PROBLEM STATEMENT »
Filter this data down to the lines that hold "bridge", and copy them.
[DATA SECTION Boundary: Start]
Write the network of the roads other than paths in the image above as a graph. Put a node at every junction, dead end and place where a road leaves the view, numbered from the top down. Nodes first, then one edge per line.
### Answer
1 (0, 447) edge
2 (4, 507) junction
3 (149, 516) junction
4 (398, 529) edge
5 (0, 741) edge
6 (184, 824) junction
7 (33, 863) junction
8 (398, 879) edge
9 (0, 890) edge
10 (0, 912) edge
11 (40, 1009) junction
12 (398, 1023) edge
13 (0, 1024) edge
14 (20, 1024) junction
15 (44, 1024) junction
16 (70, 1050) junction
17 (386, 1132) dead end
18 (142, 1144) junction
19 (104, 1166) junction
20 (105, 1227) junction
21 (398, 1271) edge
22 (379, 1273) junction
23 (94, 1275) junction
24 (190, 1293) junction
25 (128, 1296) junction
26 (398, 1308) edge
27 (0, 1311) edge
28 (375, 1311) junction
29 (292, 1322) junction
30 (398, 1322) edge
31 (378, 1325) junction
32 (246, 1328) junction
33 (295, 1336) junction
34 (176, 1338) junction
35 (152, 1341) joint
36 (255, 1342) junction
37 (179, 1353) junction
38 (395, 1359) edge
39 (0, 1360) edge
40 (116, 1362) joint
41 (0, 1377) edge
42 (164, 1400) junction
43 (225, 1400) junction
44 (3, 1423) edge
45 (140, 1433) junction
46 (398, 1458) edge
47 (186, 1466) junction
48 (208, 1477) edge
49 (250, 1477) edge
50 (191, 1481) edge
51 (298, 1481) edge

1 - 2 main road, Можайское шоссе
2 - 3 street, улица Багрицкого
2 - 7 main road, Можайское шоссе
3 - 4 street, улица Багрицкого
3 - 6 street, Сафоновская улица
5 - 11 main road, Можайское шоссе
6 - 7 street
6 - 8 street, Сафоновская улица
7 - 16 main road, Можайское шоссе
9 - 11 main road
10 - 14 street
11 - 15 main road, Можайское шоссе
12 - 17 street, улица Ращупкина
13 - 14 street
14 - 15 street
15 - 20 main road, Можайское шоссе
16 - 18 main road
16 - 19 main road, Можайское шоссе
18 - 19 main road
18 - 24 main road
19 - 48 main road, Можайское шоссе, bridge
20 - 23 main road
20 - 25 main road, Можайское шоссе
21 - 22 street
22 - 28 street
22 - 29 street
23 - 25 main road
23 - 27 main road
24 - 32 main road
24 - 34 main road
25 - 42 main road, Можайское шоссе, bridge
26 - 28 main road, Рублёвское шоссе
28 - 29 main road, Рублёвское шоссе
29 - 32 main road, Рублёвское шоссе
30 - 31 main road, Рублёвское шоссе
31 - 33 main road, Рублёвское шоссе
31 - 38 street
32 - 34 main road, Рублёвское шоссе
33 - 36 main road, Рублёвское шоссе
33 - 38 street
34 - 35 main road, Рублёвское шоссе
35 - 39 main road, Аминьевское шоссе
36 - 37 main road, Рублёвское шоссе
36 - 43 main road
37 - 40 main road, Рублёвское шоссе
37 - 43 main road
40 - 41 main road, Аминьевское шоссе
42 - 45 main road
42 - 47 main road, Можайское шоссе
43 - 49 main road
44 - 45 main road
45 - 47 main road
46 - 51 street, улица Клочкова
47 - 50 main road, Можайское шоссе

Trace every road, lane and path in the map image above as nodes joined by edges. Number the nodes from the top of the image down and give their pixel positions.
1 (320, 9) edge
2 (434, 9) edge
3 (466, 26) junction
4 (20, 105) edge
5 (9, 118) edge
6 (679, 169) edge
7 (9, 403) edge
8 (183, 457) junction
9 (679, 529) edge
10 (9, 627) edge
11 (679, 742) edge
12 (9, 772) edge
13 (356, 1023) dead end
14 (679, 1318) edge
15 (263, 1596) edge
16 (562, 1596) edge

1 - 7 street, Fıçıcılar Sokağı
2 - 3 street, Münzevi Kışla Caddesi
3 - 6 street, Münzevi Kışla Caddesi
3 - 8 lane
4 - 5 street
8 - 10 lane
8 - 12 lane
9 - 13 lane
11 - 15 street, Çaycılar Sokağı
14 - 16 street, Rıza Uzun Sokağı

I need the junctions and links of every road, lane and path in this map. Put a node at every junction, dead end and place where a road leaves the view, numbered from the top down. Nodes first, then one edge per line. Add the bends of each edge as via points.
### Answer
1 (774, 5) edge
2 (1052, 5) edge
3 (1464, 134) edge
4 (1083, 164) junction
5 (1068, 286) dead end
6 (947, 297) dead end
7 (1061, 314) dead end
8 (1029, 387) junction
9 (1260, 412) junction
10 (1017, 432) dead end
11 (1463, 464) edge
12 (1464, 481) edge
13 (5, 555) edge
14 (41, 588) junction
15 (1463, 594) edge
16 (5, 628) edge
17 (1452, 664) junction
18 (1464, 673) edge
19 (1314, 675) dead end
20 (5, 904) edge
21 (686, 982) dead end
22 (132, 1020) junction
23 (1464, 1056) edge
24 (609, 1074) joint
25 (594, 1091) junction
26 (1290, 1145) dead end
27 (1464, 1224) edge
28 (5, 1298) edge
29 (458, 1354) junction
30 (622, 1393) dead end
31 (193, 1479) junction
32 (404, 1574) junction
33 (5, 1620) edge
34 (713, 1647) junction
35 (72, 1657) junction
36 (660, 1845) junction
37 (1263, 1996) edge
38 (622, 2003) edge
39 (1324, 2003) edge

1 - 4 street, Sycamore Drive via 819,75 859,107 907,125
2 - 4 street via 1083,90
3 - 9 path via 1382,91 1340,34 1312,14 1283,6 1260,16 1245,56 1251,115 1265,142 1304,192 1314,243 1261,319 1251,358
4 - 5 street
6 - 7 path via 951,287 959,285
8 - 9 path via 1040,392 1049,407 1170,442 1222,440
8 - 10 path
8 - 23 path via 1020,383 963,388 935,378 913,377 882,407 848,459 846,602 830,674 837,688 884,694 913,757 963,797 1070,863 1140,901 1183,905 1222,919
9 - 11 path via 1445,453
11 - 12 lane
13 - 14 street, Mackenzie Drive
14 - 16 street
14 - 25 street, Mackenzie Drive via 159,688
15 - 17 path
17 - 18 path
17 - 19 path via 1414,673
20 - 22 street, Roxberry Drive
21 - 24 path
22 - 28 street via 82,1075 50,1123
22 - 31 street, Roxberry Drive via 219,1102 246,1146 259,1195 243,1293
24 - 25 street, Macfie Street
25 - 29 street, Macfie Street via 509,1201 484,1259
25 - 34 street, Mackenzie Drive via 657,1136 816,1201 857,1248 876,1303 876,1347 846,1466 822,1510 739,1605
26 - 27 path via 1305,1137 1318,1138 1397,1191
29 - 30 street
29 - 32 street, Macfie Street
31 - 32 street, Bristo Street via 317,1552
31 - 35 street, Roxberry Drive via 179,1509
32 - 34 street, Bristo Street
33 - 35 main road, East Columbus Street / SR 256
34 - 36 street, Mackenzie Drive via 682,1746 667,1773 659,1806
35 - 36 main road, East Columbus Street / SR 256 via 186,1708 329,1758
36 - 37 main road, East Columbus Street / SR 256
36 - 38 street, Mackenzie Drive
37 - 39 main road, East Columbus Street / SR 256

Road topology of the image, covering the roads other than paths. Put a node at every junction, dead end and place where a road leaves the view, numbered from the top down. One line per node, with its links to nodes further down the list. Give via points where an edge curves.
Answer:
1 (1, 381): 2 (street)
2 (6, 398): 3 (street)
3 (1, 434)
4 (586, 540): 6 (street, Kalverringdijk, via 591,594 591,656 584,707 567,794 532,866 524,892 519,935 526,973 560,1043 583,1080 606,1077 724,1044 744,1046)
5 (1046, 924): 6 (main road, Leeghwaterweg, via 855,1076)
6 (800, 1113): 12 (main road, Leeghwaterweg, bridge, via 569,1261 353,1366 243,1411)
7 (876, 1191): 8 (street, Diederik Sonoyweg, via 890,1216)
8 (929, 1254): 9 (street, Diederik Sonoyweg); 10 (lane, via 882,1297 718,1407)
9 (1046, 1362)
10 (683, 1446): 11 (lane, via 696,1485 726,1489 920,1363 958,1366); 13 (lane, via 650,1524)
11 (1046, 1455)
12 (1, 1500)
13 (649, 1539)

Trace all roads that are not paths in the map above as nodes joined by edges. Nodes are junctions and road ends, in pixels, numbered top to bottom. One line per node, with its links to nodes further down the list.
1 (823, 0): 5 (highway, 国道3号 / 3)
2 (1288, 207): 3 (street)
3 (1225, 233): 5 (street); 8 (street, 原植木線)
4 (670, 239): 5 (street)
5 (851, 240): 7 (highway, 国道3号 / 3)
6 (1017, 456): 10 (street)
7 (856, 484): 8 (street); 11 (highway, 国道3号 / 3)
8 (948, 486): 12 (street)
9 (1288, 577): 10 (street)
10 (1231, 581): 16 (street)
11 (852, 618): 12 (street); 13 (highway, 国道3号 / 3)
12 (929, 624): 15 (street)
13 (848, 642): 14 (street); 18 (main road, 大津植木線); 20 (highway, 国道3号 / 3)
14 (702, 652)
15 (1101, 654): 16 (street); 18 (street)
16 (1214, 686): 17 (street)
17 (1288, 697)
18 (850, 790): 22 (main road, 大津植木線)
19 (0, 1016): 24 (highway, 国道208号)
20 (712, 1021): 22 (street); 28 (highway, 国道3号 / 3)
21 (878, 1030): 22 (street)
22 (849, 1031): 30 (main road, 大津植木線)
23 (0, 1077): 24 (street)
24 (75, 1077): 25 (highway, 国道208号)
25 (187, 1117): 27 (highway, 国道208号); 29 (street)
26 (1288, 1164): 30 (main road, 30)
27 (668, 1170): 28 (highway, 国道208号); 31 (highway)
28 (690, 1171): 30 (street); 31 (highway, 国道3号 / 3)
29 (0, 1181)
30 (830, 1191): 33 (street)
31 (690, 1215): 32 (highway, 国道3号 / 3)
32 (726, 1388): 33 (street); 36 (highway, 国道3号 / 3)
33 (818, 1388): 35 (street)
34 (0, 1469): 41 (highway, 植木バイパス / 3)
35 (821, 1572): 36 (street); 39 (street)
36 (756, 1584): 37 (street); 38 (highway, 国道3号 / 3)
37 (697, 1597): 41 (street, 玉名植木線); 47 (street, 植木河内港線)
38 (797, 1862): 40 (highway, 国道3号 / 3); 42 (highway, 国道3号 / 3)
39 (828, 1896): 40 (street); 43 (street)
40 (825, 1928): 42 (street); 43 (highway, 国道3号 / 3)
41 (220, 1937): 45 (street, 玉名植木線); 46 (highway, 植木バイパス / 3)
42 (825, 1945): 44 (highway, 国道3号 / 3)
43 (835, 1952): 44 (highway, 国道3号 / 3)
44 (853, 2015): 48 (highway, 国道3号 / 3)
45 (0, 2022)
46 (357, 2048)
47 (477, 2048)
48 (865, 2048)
[DATA SECTION Boundary: End]
COMPLETED EXERCISE »
19 - 48 main road, Можайское шоссе, bridge
25 - 42 main road, Можайское шоссе, bridge
6 (800, 1113): 12 (main road, Leeghwaterweg, bridge, via 569,1261 353,1366 243,1411)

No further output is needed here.